• _WORK TO COMPLETE_
What is needed is an exact copy of the entries below, from the line that contains "middle tip: (126, 200)" through the final line, both included, and nothing else.

========

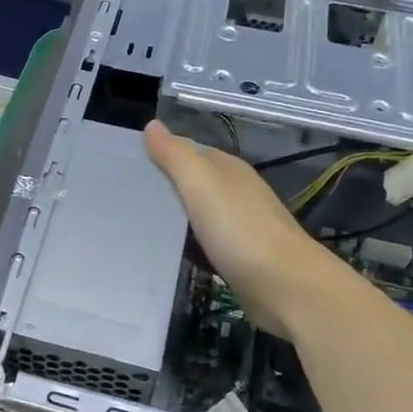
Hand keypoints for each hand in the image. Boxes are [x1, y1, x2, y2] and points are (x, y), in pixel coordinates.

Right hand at [143, 119, 337, 337]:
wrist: (286, 287)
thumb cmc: (239, 230)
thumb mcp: (201, 184)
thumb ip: (175, 155)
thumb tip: (152, 125)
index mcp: (228, 169)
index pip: (189, 152)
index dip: (161, 156)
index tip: (127, 169)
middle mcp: (237, 192)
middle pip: (194, 183)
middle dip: (166, 188)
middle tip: (126, 200)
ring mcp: (241, 226)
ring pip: (199, 213)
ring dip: (176, 218)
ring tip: (139, 226)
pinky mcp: (241, 257)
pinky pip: (206, 242)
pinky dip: (188, 243)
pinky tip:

========

• _EXERCISE SOLUTION_
middle tip: (126, 200)
ring mcp: (241, 226)
ring pip: (199, 213)
ring dip: (176, 218)
ring tip: (139, 226)
pinky mcp: (241, 257)
pinky pip: (206, 242)
pinky dip: (188, 243)
pinky tip:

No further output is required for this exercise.